Но врачи хотели не только лечить уже заболевших, а и предупреждать дифтерию у здоровых. В Пастеровском институте Рамон создает дифтерийный анатоксин. Путем особой обработки ему удается обезвредить яды дифтерийного возбудителя. Если такой обработанный яд ввести в организм, вырабатывается невосприимчивость к дифтерийному микробу. Очень скоро медики убедились: противодифтерийные прививки способны творить чудеса. Казалось бы, мечта о полном искоренении этой тяжелой болезни вот-вот сбудется. Так полагали даже специалисты. Но в годы второй мировой войны в Европе, к западу от Польши, дифтерия вновь стала одной из самых распространенных эпидемических болезней.

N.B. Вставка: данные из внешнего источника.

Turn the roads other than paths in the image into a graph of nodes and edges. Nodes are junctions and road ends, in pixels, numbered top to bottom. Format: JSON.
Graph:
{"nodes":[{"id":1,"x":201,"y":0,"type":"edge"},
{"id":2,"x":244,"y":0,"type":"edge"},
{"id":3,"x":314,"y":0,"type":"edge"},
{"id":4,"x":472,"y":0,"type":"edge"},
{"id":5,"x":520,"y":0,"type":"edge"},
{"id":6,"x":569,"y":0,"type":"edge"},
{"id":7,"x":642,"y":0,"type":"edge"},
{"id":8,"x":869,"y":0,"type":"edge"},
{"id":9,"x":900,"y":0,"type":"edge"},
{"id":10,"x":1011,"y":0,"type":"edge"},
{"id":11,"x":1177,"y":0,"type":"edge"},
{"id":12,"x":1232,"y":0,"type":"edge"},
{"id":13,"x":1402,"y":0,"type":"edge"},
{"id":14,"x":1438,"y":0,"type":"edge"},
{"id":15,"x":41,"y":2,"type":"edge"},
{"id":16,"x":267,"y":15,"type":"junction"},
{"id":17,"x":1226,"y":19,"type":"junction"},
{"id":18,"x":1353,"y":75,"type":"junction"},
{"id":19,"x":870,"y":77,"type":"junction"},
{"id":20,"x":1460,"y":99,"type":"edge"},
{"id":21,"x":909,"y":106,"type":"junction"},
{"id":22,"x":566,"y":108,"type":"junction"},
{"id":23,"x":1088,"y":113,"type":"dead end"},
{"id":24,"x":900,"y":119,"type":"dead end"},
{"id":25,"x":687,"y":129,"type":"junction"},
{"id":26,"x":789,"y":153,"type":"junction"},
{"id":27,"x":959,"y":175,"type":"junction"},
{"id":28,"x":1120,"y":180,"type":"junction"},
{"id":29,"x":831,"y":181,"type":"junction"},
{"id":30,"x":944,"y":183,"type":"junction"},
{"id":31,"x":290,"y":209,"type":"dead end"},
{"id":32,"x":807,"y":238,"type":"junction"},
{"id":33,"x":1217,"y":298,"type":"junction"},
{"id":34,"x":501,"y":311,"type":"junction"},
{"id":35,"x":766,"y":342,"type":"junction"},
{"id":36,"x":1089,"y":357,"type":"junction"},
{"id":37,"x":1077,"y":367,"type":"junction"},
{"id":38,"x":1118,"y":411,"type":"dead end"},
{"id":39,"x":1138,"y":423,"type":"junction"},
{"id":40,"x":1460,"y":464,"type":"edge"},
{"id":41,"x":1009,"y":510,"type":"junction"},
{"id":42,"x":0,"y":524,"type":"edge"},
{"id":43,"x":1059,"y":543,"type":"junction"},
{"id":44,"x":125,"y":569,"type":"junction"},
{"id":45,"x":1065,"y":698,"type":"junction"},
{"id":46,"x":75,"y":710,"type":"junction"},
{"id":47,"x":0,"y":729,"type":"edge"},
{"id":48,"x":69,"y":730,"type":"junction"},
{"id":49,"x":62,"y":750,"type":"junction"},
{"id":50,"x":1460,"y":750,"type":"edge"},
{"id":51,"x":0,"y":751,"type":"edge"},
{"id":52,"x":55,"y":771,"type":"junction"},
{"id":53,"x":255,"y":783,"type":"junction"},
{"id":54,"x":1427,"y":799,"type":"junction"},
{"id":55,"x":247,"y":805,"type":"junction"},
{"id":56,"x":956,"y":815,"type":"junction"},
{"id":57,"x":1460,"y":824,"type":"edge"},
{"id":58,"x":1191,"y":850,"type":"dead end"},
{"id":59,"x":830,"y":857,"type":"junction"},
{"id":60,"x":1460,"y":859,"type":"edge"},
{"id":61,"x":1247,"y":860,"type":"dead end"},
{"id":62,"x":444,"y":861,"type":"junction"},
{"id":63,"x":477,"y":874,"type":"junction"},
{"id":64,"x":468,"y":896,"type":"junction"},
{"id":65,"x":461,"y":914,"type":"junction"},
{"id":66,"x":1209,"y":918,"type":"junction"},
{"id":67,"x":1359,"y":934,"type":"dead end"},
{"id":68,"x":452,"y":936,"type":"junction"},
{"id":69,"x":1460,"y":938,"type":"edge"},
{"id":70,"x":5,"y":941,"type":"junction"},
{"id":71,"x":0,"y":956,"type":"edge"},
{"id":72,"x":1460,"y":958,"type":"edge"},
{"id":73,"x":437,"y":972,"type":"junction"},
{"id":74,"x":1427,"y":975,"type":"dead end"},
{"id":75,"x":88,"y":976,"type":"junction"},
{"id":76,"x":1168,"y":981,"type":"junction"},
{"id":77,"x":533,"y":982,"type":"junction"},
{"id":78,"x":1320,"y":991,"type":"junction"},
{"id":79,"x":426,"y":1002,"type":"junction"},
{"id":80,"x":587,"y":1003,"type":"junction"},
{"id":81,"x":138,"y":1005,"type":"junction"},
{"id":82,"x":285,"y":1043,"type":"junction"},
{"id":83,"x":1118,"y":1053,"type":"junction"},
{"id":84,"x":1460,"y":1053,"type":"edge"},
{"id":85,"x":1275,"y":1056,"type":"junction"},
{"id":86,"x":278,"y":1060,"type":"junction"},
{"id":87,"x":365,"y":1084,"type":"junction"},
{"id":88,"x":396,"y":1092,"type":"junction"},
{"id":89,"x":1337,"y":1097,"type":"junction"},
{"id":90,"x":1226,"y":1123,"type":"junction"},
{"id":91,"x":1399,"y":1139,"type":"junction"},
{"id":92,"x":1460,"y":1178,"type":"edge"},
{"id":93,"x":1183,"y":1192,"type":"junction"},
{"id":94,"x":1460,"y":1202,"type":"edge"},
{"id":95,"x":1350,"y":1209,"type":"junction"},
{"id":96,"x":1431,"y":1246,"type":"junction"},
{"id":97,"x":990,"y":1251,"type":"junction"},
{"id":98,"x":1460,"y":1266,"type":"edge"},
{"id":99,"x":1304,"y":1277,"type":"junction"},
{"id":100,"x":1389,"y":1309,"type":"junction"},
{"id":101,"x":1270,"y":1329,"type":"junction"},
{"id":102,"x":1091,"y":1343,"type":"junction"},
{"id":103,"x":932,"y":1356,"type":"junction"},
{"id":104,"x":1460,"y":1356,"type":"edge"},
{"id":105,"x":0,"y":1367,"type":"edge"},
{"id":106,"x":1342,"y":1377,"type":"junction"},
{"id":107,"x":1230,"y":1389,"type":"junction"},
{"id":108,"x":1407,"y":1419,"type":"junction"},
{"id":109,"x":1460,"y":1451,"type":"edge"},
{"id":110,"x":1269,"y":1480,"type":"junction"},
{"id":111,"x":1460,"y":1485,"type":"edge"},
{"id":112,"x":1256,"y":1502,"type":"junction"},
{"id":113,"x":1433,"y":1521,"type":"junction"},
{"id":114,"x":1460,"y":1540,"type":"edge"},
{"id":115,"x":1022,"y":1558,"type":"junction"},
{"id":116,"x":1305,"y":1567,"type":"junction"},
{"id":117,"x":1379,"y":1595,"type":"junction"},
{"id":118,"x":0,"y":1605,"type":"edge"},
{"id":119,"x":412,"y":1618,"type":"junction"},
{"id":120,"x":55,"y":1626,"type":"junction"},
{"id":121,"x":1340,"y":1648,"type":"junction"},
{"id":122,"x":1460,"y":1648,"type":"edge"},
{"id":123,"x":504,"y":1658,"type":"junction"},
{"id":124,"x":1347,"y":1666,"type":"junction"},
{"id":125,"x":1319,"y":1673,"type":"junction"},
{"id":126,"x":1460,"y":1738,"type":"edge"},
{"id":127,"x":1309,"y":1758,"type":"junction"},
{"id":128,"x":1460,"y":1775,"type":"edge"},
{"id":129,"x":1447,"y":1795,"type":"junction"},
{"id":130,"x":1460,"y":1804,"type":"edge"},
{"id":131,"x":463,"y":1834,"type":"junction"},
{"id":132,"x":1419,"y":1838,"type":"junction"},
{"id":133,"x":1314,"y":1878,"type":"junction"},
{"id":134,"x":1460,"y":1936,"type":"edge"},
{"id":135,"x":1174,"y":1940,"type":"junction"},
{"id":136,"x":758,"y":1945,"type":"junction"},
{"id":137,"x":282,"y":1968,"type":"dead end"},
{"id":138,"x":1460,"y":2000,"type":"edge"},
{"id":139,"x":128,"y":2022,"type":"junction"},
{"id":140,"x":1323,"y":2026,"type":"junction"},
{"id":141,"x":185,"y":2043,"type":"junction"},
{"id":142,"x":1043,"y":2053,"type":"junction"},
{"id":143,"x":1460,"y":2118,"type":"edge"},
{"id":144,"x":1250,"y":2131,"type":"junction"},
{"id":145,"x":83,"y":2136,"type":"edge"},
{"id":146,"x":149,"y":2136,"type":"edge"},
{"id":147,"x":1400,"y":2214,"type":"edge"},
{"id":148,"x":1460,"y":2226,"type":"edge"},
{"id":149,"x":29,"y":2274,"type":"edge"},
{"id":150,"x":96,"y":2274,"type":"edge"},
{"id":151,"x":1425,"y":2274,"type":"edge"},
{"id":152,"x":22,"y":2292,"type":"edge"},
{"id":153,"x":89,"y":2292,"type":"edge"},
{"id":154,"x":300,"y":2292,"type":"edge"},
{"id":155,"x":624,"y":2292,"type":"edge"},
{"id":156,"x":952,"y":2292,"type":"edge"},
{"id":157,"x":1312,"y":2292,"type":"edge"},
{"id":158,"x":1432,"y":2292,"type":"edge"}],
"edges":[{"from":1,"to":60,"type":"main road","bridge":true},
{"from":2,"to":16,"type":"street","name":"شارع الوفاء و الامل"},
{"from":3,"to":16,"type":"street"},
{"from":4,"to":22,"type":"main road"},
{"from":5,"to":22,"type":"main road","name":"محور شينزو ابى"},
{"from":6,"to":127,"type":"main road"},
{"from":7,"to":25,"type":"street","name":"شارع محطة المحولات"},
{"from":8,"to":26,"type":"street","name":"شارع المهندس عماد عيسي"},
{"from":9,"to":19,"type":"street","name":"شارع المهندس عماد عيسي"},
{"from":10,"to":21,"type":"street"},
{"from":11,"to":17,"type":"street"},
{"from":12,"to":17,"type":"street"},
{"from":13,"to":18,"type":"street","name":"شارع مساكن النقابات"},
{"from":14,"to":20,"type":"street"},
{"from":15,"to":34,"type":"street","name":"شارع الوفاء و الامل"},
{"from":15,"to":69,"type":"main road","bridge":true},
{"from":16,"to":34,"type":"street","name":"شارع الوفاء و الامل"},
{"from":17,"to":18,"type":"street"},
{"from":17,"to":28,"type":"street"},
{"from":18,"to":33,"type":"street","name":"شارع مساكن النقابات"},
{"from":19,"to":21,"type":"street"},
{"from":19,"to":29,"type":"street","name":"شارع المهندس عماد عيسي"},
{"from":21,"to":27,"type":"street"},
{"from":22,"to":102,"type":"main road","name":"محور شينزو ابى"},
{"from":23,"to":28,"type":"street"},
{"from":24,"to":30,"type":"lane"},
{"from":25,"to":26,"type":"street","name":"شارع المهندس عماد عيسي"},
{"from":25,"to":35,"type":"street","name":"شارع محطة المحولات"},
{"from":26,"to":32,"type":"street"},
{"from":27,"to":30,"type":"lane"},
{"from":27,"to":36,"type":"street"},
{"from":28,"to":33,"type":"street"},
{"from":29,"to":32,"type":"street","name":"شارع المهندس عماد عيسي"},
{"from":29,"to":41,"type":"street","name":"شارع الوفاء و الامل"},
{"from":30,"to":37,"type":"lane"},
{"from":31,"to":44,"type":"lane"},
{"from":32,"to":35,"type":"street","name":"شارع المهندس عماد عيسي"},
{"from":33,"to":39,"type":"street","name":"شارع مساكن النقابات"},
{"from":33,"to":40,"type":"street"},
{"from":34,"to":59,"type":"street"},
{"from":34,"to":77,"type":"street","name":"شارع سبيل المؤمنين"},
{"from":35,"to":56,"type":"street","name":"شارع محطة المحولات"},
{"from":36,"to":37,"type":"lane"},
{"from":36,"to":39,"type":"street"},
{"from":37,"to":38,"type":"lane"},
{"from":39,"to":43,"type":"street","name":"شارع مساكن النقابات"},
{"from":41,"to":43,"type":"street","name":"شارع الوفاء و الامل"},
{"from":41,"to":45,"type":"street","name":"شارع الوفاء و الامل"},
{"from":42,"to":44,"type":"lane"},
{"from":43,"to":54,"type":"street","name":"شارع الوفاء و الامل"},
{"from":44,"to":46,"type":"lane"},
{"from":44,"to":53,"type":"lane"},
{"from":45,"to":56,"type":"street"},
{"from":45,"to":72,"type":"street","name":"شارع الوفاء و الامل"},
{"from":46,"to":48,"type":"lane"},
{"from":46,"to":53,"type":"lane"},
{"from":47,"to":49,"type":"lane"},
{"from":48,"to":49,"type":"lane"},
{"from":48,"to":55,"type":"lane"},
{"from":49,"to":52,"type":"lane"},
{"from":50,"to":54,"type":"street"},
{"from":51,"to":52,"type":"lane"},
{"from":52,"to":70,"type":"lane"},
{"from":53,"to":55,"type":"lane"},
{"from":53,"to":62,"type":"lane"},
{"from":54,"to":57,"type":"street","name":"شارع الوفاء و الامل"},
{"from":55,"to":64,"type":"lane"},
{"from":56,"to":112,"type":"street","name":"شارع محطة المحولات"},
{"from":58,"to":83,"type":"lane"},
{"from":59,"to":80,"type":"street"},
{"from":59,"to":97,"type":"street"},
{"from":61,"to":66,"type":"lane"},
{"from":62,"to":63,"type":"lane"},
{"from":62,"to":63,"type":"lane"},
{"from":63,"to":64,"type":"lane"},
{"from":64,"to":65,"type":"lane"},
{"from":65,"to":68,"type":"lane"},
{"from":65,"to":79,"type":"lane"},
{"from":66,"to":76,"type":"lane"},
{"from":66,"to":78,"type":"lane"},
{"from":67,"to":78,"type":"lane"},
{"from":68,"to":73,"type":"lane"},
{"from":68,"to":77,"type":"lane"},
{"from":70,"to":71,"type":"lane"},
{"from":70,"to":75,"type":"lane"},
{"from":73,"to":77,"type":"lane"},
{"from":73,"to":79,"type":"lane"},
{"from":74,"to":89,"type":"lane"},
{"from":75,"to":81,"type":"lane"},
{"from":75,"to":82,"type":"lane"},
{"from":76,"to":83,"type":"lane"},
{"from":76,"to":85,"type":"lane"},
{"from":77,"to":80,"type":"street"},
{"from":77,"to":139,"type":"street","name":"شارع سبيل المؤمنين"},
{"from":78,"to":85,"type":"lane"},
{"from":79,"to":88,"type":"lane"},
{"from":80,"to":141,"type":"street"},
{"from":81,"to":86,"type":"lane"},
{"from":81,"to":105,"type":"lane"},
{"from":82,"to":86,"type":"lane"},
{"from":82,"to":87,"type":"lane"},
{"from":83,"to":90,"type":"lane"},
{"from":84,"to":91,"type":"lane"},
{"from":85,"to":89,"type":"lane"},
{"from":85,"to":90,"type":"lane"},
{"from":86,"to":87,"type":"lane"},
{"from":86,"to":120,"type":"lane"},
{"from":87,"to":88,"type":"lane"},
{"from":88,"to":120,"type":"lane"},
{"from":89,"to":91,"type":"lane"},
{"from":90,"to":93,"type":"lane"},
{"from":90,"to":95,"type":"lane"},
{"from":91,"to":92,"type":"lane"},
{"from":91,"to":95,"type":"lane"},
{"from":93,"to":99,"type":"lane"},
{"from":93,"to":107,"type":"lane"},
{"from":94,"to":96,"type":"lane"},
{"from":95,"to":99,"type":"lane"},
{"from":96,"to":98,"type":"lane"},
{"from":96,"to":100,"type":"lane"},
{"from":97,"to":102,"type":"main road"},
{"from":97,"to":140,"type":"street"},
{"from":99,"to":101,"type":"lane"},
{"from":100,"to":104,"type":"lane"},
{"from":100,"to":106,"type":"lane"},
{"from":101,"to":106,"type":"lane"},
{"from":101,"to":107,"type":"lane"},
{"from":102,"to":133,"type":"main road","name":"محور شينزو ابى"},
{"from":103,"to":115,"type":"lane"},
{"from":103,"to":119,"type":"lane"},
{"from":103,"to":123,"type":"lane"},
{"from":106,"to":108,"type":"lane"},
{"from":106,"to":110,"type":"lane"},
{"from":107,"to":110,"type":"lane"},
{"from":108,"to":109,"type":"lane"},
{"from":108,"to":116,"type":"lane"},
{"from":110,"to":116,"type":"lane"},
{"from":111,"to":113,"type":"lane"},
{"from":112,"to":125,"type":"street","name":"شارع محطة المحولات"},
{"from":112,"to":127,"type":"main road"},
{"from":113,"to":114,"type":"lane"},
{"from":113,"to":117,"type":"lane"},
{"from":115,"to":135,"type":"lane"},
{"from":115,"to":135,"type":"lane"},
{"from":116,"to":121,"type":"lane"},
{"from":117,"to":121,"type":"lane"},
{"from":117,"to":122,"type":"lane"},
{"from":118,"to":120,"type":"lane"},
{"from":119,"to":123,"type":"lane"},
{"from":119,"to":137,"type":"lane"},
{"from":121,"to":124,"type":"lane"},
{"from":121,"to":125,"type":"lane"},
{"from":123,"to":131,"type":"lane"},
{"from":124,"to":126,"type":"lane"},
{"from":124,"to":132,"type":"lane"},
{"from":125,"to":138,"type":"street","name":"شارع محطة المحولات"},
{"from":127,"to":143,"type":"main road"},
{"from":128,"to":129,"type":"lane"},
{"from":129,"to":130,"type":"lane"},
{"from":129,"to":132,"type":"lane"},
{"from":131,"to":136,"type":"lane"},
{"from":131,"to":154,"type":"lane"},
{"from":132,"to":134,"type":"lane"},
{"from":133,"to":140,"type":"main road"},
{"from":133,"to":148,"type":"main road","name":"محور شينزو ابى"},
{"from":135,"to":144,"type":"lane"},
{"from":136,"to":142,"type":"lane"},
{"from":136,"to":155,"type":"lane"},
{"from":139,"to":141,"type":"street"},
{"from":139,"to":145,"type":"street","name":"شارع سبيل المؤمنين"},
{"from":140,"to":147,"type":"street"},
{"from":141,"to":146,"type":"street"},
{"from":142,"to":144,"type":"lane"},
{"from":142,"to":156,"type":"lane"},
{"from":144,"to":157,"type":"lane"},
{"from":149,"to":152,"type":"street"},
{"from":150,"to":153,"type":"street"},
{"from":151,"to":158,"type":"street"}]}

Отчего же это случилось? Виновницей оказалась фашистская Германия. Гитлеровцы считали, что прививки «портят» благородную кровь «арийской» расы. Поэтому в Германии их почти совсем перестали делать и число больных непрерывно росло. Фашисты вторгались в страны Европы и вместе с ними пробиралась через государственные границы дифтерия. В Голландии число заболевших после прихода немцев увеличилось в 40 раз, а в Норвегии даже в 108 раз. Занесли гитлеровцы эпидемию и к нам. И кто знает, не фашисты ли виноваты в заражении той девочки, с которой в недобрый час повстречался я в годы войны?
После войны ученым не пришлось ломать голову над новыми методами борьбы с дифтерией. Анатоксин Рамона окончательно утвердился как средство, с помощью которого можно наверняка предупреждать заболевание. Но чтобы победить дифтерию в населенном пункте, надо подвергнуть прививке всех или хотя бы 90 процентов детей. Впервые именно это проделал еще в 1931 году известный советский ученый профессор П. Ф. Здродовский. Проведенные под его руководством массовые прививки в десять раз снизили тогда заболеваемость дифтерией в Ленинграде.
Огромных усилий потребовало это мероприятие от организаторов здравоохранения. Сам Рамон восторженно приветствовал успешный советский эксперимент. Война разрушила систему массовых вакцинаций. И хотя в нашей стране, особенно после введения обязательных прививок для детей, заболевания дифтерией резко уменьшились, полное ее уничтожение многим представлялось делом далекого будущего.
Представлялось, пока за дело снова не взялись ленинградцы.